Belajar dan menjelajah itu bukan pilihan karena bisa berdampingan tanpa perlu ada yang disingkirkan!
2009 awal saya melanjutkan sekolah, dari sekolah menengah atas ke perguruan tinggi. Saya diterima di fakultas Keguruan Ilmu Pendidikan, jurusan Pendidikan Bahasa dan Sastra Indonesia, di salah satu Universitas Negeri termasyhur di Banten. Bermula dari sini saya sudah mulai mengenal istilah hijrah, ya, saya hijrah dari kota kelahiran saya di Tangerang ke kotanya para jawara di Serang, Banten. Rambut plontos, pandangan nanar, badan minimalis dengan untaian senyum maksimalis saya berjalan gontai, lalu masuk barisan membelakangi kakak mentor. Hari itu, hari pertama saya mengikuti masa orientasi mahasiswa yang ada di kampus. Rasa riang, lelah dan dongkol terangkum jadi satu. Hari demi hari saya ikuti masa orientasi itu tanpa alpa satu hari pun. Tibalah pada suatu momen tentang demo para UKM (Unit Kegiatan Mahasiswa).
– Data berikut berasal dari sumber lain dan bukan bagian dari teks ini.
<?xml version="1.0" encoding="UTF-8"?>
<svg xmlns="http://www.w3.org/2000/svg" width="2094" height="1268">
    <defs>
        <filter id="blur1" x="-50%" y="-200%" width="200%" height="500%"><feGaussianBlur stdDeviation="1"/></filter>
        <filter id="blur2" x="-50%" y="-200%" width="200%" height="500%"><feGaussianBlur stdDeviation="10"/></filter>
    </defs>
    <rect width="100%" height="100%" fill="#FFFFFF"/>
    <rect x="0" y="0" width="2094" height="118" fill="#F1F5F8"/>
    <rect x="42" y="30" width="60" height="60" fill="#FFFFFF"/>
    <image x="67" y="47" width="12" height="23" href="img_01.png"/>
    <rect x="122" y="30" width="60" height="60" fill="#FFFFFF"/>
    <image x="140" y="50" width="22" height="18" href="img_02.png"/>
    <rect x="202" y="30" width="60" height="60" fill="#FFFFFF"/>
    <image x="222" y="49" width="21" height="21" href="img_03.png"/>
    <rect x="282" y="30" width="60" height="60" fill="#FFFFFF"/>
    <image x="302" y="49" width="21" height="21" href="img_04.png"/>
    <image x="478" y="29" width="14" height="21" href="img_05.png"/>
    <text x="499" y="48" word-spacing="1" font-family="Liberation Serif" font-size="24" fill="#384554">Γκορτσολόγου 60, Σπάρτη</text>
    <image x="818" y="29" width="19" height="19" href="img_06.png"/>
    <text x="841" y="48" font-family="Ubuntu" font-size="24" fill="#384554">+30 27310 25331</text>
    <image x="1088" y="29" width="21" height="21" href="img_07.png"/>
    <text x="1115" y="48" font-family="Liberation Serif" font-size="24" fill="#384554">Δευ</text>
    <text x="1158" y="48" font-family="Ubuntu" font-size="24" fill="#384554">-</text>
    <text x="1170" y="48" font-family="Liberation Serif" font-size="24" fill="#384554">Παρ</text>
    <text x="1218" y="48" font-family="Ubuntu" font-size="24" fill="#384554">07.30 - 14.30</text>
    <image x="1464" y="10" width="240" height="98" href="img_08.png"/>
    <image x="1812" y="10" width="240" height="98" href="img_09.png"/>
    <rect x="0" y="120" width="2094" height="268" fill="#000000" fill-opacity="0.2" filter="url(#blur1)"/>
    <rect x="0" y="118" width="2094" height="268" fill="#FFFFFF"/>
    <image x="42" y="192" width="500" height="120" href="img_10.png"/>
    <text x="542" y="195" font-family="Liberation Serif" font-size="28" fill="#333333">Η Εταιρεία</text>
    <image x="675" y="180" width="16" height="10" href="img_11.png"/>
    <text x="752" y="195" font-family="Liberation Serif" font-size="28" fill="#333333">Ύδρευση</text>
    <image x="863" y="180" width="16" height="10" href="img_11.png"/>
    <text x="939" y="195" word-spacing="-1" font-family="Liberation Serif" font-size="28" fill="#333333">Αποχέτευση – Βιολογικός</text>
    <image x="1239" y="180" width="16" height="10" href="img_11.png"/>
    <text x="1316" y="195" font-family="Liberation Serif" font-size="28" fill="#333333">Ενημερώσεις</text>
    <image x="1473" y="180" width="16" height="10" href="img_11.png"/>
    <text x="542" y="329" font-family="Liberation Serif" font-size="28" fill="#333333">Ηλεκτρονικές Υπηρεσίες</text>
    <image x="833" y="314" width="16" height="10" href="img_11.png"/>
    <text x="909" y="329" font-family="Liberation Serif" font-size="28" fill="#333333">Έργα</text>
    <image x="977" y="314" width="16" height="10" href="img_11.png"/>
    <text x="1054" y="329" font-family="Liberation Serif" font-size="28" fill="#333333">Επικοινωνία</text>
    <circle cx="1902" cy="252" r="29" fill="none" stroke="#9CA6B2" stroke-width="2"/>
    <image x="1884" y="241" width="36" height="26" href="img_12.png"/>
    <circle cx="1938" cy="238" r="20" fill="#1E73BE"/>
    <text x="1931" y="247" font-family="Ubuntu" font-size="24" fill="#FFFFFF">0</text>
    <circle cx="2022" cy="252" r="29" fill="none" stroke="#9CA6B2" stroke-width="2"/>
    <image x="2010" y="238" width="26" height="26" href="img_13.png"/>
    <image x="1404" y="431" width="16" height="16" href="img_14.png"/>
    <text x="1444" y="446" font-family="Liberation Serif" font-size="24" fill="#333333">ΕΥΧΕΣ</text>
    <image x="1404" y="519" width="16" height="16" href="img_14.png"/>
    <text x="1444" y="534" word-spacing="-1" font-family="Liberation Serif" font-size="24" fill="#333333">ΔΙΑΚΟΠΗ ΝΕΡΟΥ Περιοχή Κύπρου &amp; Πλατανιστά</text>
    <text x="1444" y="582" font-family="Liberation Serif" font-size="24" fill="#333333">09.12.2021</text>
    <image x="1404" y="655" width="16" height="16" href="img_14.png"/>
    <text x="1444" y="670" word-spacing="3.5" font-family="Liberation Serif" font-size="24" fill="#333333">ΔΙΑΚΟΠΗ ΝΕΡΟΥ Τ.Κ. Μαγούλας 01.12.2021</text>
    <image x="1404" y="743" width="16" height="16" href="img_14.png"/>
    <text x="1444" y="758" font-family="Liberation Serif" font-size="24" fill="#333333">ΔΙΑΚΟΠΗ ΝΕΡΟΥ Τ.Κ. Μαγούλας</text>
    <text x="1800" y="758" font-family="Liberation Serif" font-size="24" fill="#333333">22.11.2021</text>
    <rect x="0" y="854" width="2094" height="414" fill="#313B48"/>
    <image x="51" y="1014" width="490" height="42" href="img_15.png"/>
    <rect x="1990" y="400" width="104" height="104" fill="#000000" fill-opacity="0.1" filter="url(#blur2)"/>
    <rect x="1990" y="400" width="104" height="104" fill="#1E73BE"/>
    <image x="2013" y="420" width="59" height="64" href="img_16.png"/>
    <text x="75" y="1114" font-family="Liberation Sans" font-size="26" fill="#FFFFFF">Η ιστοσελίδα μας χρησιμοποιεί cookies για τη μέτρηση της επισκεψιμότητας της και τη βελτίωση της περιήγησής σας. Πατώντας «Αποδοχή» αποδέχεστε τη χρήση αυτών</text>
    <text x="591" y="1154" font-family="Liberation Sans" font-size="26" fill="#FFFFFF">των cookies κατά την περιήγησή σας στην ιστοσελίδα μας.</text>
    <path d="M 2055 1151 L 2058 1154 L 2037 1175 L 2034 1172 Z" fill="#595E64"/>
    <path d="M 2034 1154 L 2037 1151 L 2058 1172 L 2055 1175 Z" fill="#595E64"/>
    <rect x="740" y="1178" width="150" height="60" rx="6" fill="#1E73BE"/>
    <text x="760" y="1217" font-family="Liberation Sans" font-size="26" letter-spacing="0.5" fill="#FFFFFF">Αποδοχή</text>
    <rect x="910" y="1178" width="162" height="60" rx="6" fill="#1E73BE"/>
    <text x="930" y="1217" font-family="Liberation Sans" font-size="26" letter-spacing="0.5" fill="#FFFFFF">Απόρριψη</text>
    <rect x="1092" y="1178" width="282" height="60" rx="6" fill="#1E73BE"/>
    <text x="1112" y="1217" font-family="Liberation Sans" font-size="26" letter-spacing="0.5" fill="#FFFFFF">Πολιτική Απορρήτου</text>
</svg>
Semua UKM unjuk gigi demi mencari perhatian para Maba alias mahasiswa baru. Pertunjukan yang disajikan pun bermacam-macam sesuai dengan bakat yang mereka miliki. Saya cukup terhibur kala itu menyaksikan kakakkakak menunjukan kebolehannya, dari sekian banyak pertunjukan yang disajikan para UKM, ada salah satu UKM yang membuat saya tertarik, dengan gaya anakanaknya yang nyentrik, rambut gondrong seperti menandakan sebuah kebebasan. “Kami dari mahasiswa penjelajah alam Universitas Sultan Ageng Tirtayasa (Mapalaut),” ucap salah satu anggota berkemeja cokelat dari kejauhan dengan mengenakan slayer oranye mentereng yang baru saja memaparkan tentang kegiatannya di alam bebas, dan baru saja mendapatkan juara umum lomba kebut gunung tingkat nasional di Cirebon, Jawa Barat. Hati kecil saya berkata, “UKM ini, ni yang gua cari untuk menyalurkan hobi gua.” Tanpa pikir panjang setelah acara masa orientasi mahasiswa usai. Saya pun mendaftarkan diri untuk menjadi anggota Mapalaut.